For this exercise, retype every record below exactly and keep the pictures out.

Stored items:
>>
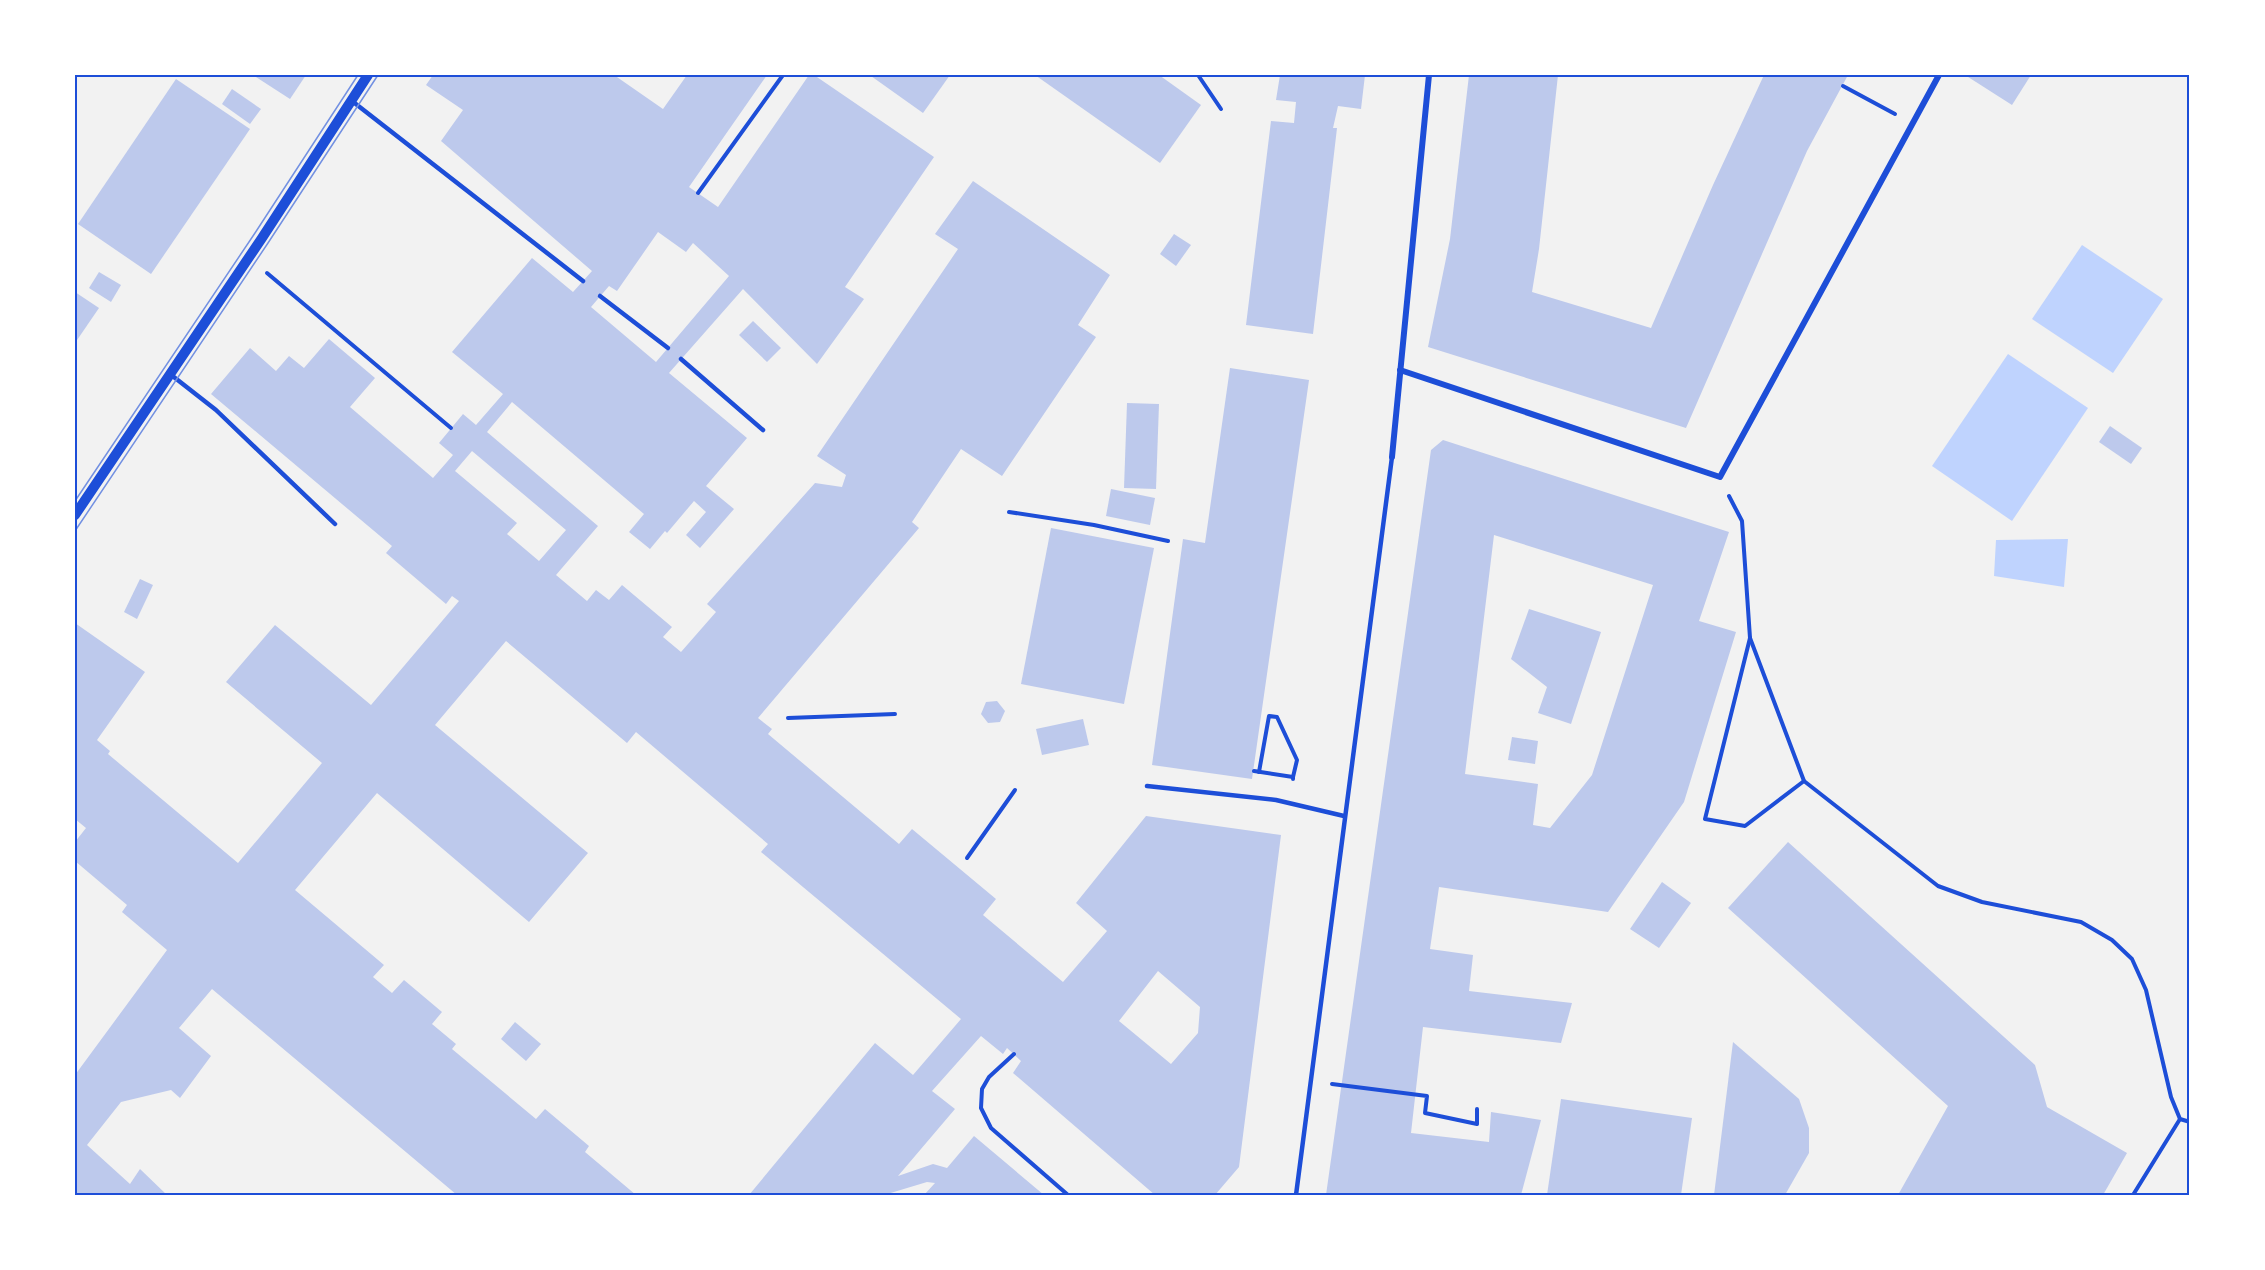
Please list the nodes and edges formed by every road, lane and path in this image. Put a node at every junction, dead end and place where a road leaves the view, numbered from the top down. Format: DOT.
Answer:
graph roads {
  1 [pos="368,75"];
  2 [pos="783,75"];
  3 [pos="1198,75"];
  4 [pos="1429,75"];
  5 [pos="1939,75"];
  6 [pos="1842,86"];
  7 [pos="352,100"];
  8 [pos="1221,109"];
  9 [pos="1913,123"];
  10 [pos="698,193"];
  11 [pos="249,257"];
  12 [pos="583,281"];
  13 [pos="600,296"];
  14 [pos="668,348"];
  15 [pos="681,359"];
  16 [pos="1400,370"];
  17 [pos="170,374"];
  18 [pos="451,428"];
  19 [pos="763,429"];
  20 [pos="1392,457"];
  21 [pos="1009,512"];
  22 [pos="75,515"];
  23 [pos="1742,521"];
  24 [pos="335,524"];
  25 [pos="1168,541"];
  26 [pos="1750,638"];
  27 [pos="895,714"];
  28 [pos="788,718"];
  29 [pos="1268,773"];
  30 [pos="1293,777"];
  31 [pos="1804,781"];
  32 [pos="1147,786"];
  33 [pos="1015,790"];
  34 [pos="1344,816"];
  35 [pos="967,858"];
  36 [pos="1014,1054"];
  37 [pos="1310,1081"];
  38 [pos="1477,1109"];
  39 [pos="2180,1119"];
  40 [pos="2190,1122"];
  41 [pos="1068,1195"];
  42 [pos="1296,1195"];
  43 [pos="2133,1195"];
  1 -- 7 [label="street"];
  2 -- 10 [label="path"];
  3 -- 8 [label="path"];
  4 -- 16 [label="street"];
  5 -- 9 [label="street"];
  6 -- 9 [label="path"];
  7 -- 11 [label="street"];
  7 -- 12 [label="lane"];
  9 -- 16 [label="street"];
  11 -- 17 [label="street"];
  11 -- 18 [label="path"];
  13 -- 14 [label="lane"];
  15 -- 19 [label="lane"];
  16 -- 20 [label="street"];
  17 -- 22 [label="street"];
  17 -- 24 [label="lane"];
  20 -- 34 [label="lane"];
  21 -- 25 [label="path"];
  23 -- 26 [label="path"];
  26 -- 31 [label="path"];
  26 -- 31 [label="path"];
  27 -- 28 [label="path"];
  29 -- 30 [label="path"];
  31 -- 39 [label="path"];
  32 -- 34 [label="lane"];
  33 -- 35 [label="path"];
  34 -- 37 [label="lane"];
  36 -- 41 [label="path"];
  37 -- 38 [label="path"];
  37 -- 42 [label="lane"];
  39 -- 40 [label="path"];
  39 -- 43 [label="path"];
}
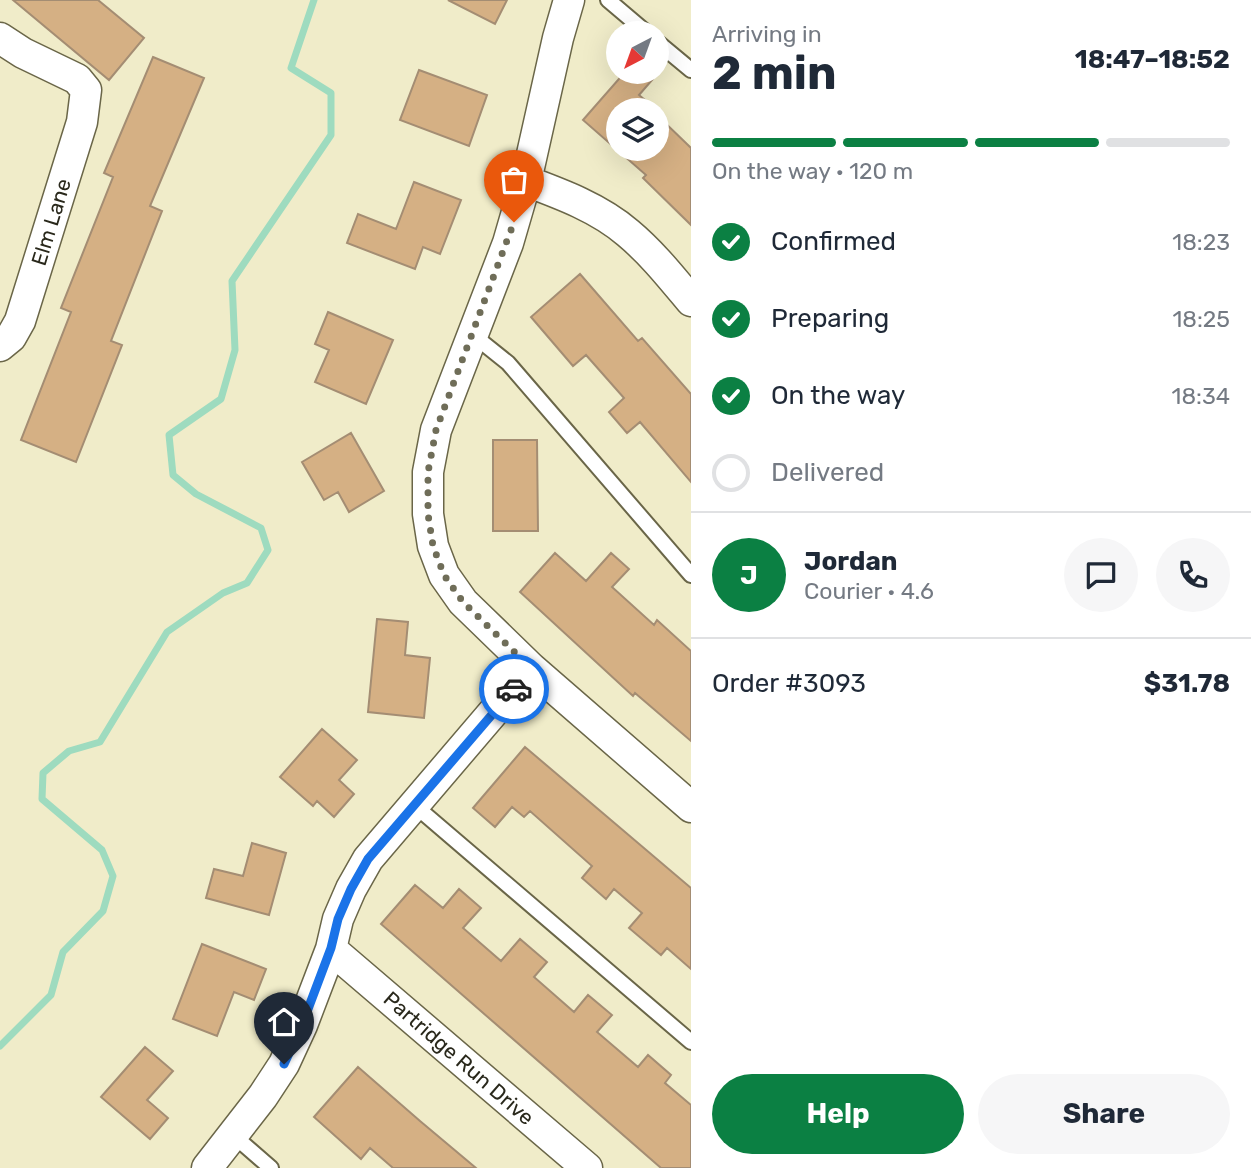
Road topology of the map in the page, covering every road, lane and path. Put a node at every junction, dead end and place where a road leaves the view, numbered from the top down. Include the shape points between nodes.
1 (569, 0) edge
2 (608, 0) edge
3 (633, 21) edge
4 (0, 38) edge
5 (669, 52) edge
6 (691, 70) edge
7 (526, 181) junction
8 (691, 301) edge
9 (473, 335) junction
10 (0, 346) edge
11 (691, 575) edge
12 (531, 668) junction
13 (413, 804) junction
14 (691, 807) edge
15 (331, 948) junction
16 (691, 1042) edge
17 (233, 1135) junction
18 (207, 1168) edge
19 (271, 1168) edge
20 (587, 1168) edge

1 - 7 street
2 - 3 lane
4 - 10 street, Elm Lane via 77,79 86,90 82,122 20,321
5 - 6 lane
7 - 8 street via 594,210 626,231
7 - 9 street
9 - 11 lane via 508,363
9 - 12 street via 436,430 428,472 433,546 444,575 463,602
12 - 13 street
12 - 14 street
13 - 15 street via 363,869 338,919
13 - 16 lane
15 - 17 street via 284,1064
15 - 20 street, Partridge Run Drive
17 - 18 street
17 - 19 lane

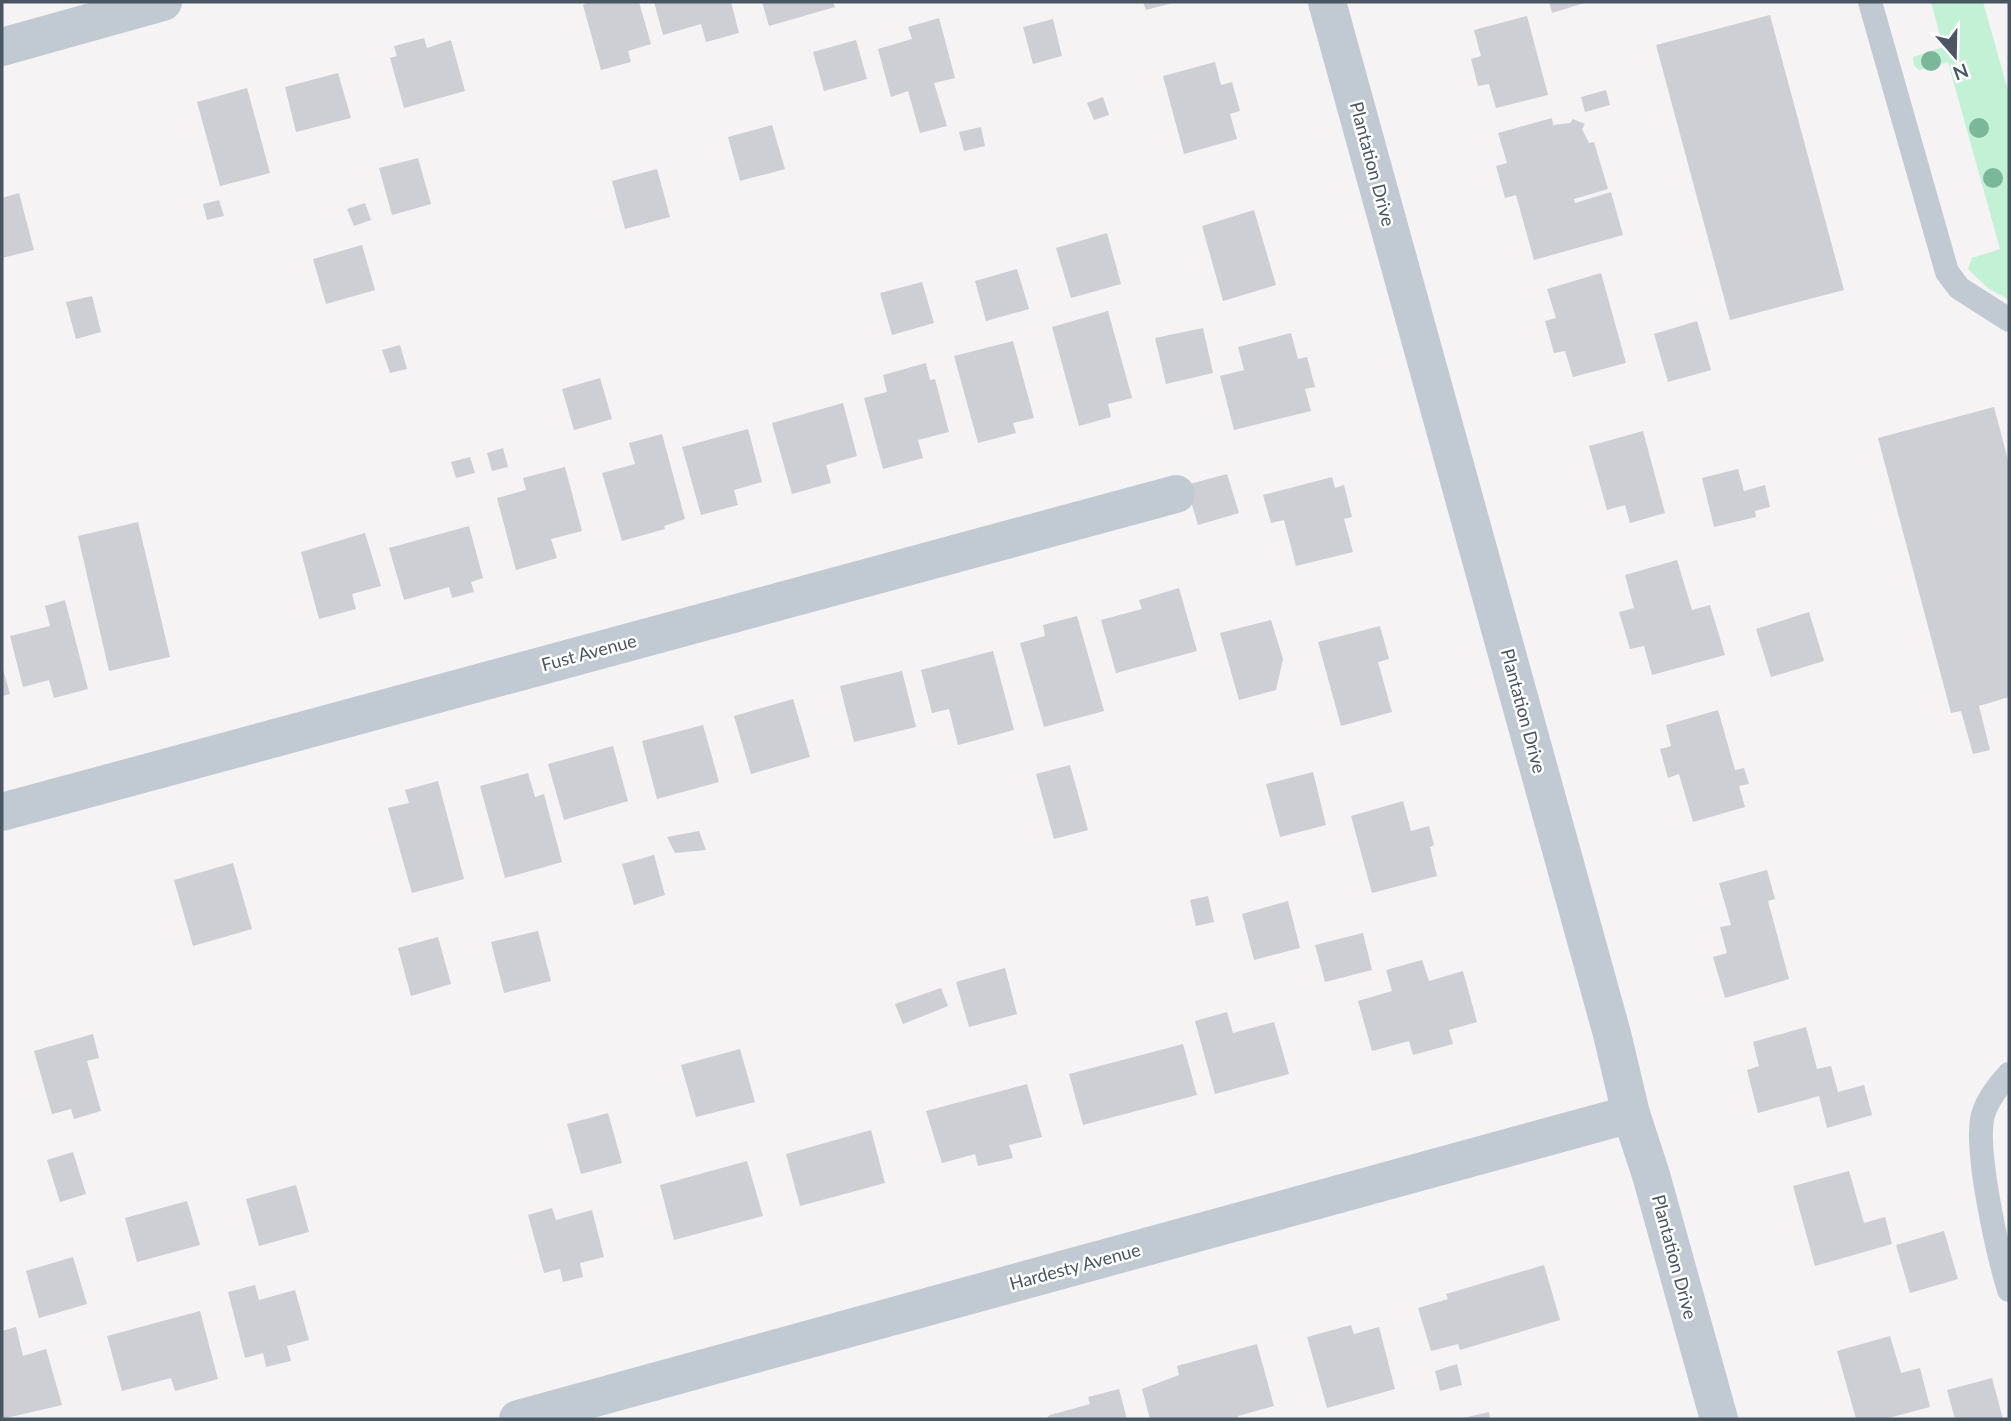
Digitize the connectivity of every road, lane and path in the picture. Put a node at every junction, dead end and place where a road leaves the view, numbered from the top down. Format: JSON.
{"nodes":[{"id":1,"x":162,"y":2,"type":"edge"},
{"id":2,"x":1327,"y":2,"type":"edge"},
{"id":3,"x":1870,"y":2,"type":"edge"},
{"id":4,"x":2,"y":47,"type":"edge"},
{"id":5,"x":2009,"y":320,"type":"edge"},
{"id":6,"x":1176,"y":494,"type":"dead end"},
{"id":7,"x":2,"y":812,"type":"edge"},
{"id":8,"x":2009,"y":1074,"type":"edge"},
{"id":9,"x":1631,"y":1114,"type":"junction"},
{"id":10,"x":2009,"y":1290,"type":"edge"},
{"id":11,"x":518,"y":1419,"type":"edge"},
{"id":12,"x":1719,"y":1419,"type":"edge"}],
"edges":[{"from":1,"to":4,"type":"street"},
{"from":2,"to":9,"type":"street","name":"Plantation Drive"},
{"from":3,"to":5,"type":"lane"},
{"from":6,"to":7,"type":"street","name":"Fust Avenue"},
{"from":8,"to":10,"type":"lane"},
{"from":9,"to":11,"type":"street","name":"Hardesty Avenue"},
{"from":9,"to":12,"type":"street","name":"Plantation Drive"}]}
<<
[REPLY TO THE TASK]:
Please list the nodes and edges formed by every road, lane and path in this image. Put a node at every junction, dead end and place where a road leaves the view, numbered from the top down. Format: DOT.
Answer:
graph roads {
  1 [pos="368,75"];
  2 [pos="783,75"];
  3 [pos="1198,75"];
  4 [pos="1429,75"];
  5 [pos="1939,75"];
  6 [pos="1842,86"];
  7 [pos="352,100"];
  8 [pos="1221,109"];
  9 [pos="1913,123"];
  10 [pos="698,193"];
  11 [pos="249,257"];
  12 [pos="583,281"];
  13 [pos="600,296"];
  14 [pos="668,348"];
  15 [pos="681,359"];
  16 [pos="1400,370"];
  17 [pos="170,374"];
  18 [pos="451,428"];
  19 [pos="763,429"];
  20 [pos="1392,457"];
  21 [pos="1009,512"];
  22 [pos="75,515"];
  23 [pos="1742,521"];
  24 [pos="335,524"];
  25 [pos="1168,541"];
  26 [pos="1750,638"];
  27 [pos="895,714"];
  28 [pos="788,718"];
  29 [pos="1268,773"];
  30 [pos="1293,777"];
  31 [pos="1804,781"];
  32 [pos="1147,786"];
  33 [pos="1015,790"];
  34 [pos="1344,816"];
  35 [pos="967,858"];
  36 [pos="1014,1054"];
  37 [pos="1310,1081"];
  38 [pos="1477,1109"];
  39 [pos="2180,1119"];
  40 [pos="2190,1122"];
  41 [pos="1068,1195"];
  42 [pos="1296,1195"];
  43 [pos="2133,1195"];
  1 -- 7 [label="street"];
  2 -- 10 [label="path"];
  3 -- 8 [label="path"];
  4 -- 16 [label="street"];
  5 -- 9 [label="street"];
  6 -- 9 [label="path"];
  7 -- 11 [label="street"];
  7 -- 12 [label="lane"];
  9 -- 16 [label="street"];
  11 -- 17 [label="street"];
  11 -- 18 [label="path"];
  13 -- 14 [label="lane"];
  15 -- 19 [label="lane"];
  16 -- 20 [label="street"];
  17 -- 22 [label="street"];
  17 -- 24 [label="lane"];
  20 -- 34 [label="lane"];
  21 -- 25 [label="path"];
  23 -- 26 [label="path"];
  26 -- 31 [label="path"];
  26 -- 31 [label="path"];
  27 -- 28 [label="path"];
  29 -- 30 [label="path"];
  31 -- 39 [label="path"];
  32 -- 34 [label="lane"];
  33 -- 35 [label="path"];
  34 -- 37 [label="lane"];
  36 -- 41 [label="path"];
  37 -- 38 [label="path"];
  37 -- 42 [label="lane"];
  39 -- 40 [label="path"];
  39 -- 43 [label="path"];
}
Road topology of the map in the page, covering every road, lane and path. Put a node at every junction, dead end and place where a road leaves the view, numbered from the top down. Include the shape points between nodes.
1 (569, 0) edge
2 (608, 0) edge
3 (633, 21) edge
4 (0, 38) edge
5 (669, 52) edge
6 (691, 70) edge
7 (526, 181) junction
8 (691, 301) edge
9 (473, 335) junction
10 (0, 346) edge
11 (691, 575) edge
12 (531, 668) junction
13 (413, 804) junction
14 (691, 807) edge
15 (331, 948) junction
16 (691, 1042) edge
17 (233, 1135) junction
18 (207, 1168) edge
19 (271, 1168) edge
20 (587, 1168) edge

1 - 7 street
2 - 3 lane
4 - 10 street, Elm Lane via 77,79 86,90 82,122 20,321
5 - 6 lane
7 - 8 street via 594,210 626,231
7 - 9 street
9 - 11 lane via 508,363
9 - 12 street via 436,430 428,472 433,546 444,575 463,602
12 - 13 street
12 - 14 street
13 - 15 street via 363,869 338,919
13 - 16 lane
15 - 17 street via 284,1064
15 - 20 street, Partridge Run Drive
17 - 18 street
17 - 19 lane

Digitize the connectivity of every road, lane and path in the picture. Put a node at every junction, dead end and place where a road leaves the view, numbered from the top down. Format: JSON.
{"nodes":[{"id":1,"x":162,"y":2,"type":"edge"},
{"id":2,"x":1327,"y":2,"type":"edge"},
{"id":3,"x":1870,"y":2,"type":"edge"},
{"id":4,"x":2,"y":47,"type":"edge"},
{"id":5,"x":2009,"y":320,"type":"edge"},
{"id":6,"x":1176,"y":494,"type":"dead end"},
{"id":7,"x":2,"y":812,"type":"edge"},
{"id":8,"x":2009,"y":1074,"type":"edge"},
{"id":9,"x":1631,"y":1114,"type":"junction"},
{"id":10,"x":2009,"y":1290,"type":"edge"},
{"id":11,"x":518,"y":1419,"type":"edge"},
{"id":12,"x":1719,"y":1419,"type":"edge"}],
"edges":[{"from":1,"to":4,"type":"street"},
{"from":2,"to":9,"type":"street","name":"Plantation Drive"},
{"from":3,"to":5,"type":"lane"},
{"from":6,"to":7,"type":"street","name":"Fust Avenue"},
{"from":8,"to":10,"type":"lane"},
{"from":9,"to":11,"type":"street","name":"Hardesty Avenue"},
{"from":9,"to":12,"type":"street","name":"Plantation Drive"}]}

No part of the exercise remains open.